Only One Little Girl Keeps Completely Calm During Turbulence [Story of the Day]
A nervous flier is astounded when a little girl seated next to him remains calm throughout a turbulent flight.
Peter Hastings hated flying, which was a terrible irony of fate because he spent a great deal of his time flying from city to city across the United States on behalf of his company.
He racked up thousands upon thousands of frequent flier miles he never ever used. When he went on holiday, Peter never flew anywhere. If he couldn't drive there, he didn't go.
One of his most harrowing experiences happened on a flight between Detroit and Denver, just two days before Christmas. Peter was ushered into the plane and seated by the smiling flight attendant. He immediately buckled up and checked that there really was a parachute under the seat.
Only then did he notice that there was a tiny girl, no more that six or seven sitting in the window seat next to him. Peter summoned a smile for the child. "Hello there! Is this your first flight?"
The little girl smiled back happily. "Yes! I can't wait to fly! Did you know that planes are a lot heavier than air?"

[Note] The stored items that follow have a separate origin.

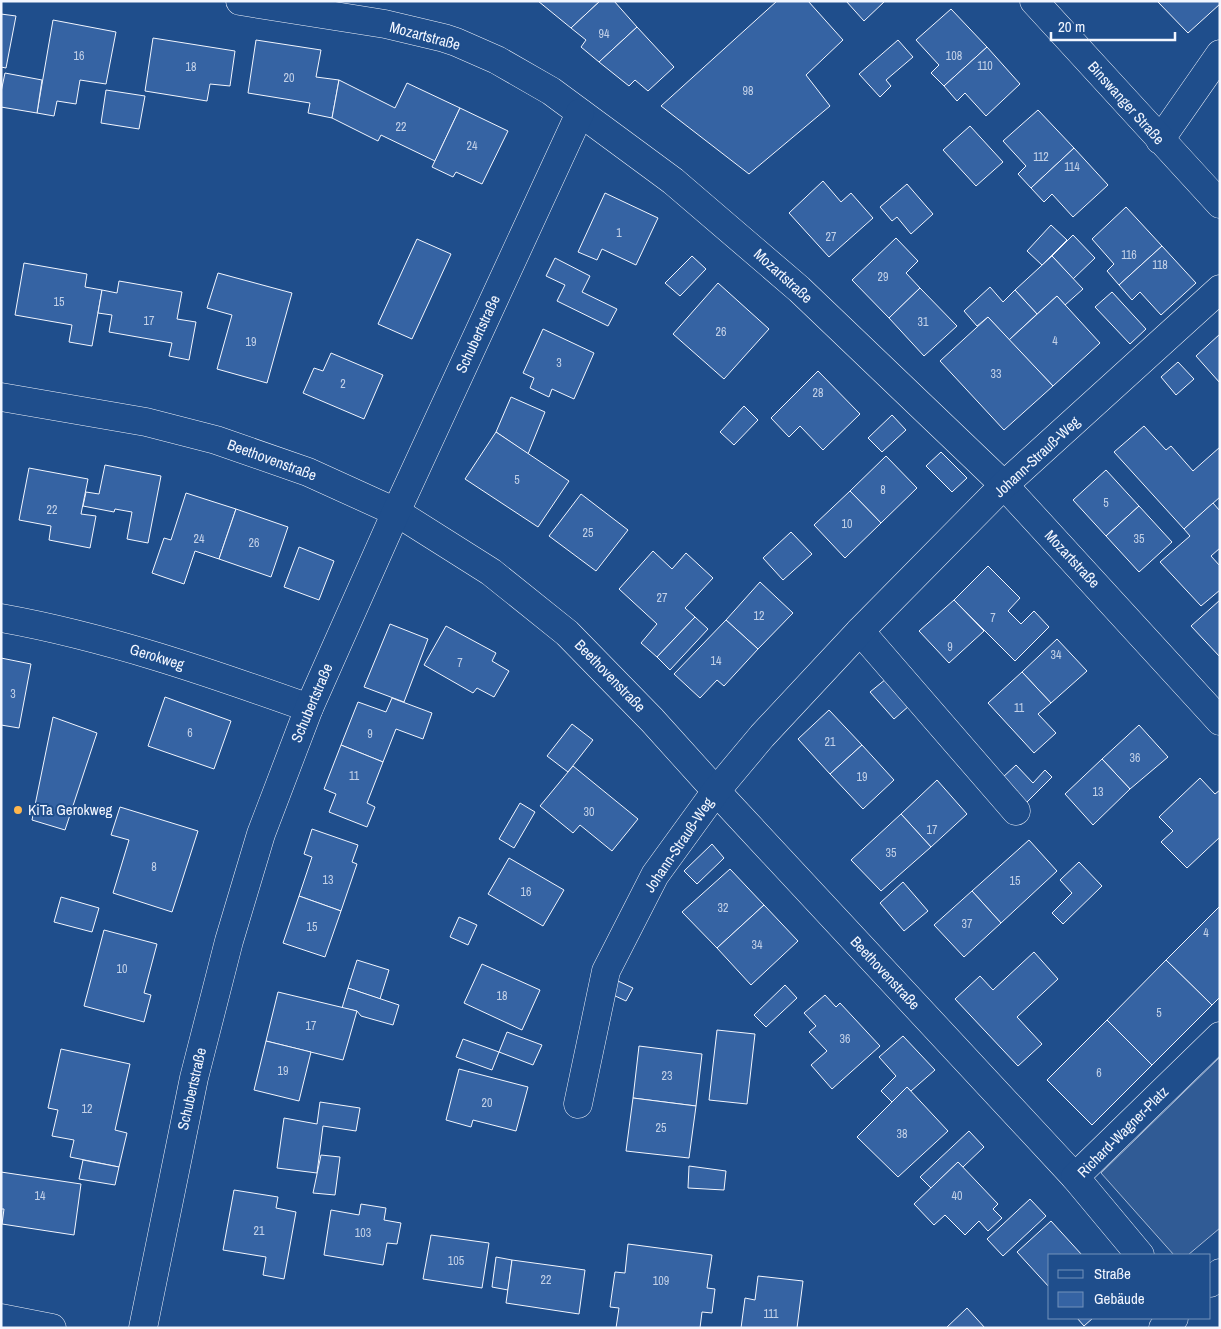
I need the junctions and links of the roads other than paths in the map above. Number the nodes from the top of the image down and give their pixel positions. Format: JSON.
{"nodes":[{"id":1,"x":240,"y":1,"type":"edge"},
{"id":2,"x":1034,"y":1,"type":"edge"},
{"id":3,"x":1220,"y":54,"type":"edge"},
{"id":4,"x":580,"y":112,"type":"junction"},
{"id":5,"x":1160,"y":140,"type":"junction"},
{"id":6,"x":1220,"y":204,"type":"edge"},
{"id":7,"x":1220,"y":289,"type":"edge"},
{"id":8,"x":1,"y":397,"type":"edge"},
{"id":9,"x":1004,"y":485,"type":"junction"},
{"id":10,"x":396,"y":512,"type":"junction"},
{"id":11,"x":1,"y":618,"type":"edge"},
{"id":12,"x":860,"y":631,"type":"junction"},
{"id":13,"x":309,"y":708,"type":"junction"},
{"id":14,"x":1220,"y":720,"type":"edge"},
{"id":15,"x":716,"y":791,"type":"junction"},
{"id":16,"x":1016,"y":812,"type":"dead end"},
{"id":17,"x":1220,"y":1036,"type":"edge"},
{"id":18,"x":578,"y":1104,"type":"dead end"},
{"id":19,"x":1074,"y":1177,"type":"junction"},
{"id":20,"x":1139,"y":1254,"type":"edge"},
{"id":21,"x":1220,"y":1273,"type":"edge"},
{"id":22,"x":1211,"y":1282,"type":"edge"},
{"id":23,"x":1,"y":1318,"type":"edge"},
{"id":24,"x":1173,"y":1319,"type":"edge"},
{"id":25,"x":52,"y":1328,"type":"edge"},
{"id":26,"x":142,"y":1328,"type":"edge"},
{"id":27,"x":1163,"y":1328,"type":"edge"}],
"edges":[{"from":1,"to":4,"type":"street","name":"Mozartstraße"},
{"from":2,"to":5,"type":"street","name":"Binswanger Straße"},
{"from":3,"to":5,"type":"street"},
{"from":4,"to":9,"type":"street","name":"Mozartstraße"},
{"from":4,"to":10,"type":"street","name":"Schubertstraße"},
{"from":5,"to":6,"type":"street","name":"Binswanger Straße"},
{"from":7,"to":9,"type":"street","name":"Johann-Strauß-Weg"},
{"from":8,"to":10,"type":"street","name":"Beethovenstraße"},
{"from":9,"to":12,"type":"street","name":"Johann-Strauß-Weg"},
{"from":9,"to":14,"type":"street","name":"Mozartstraße"},
{"from":10,"to":13,"type":"street","name":"Schubertstraße"},
{"from":10,"to":15,"type":"street","name":"Beethovenstraße"},
{"from":11,"to":13,"type":"street","name":"Gerokweg"},
{"from":12,"to":15,"type":"street","name":"Johann-Strauß-Weg"},
{"from":12,"to":16,"type":"street"},
{"from":13,"to":26,"type":"street","name":"Schubertstraße"},
{"from":15,"to":18,"type":"street","name":"Johann-Strauß-Weg"},
{"from":15,"to":19,"type":"street","name":"Beethovenstraße"},
{"from":17,"to":19,"type":"street","name":"Richard-Wagner-Platz"},
{"from":19,"to":20,"type":"street","name":"Richard-Wagner-Platz"},
{"from":21,"to":22,"type":"street"},
{"from":23,"to":25,"type":"street"},
{"from":24,"to":27,"type":"street"}]}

Peter felt his stomach turn over. "Er...Yes, I did know, actually..." What he didn't say was that he wasn't interested in thinking about that too much.
But the child continued prattling happily. "My dad says the air flows over the wing, which is a special shape, and that's why planes fly!"
Some of the other passengers screamed, but Peter was afraid that if he opened his mouth he'd never stop screaming again.
"That's very interesting, little girl..."
"We are going to be flying at over 10,000 meters, that's so high...."
Peter was getting even more nervous than usual. "Yes, that's very high..."
Thankfully, that was when the pilot announced the takeoff, and the little girl became engrossed with the view outside her window, watching the earth fall away. Peter never took the window seat.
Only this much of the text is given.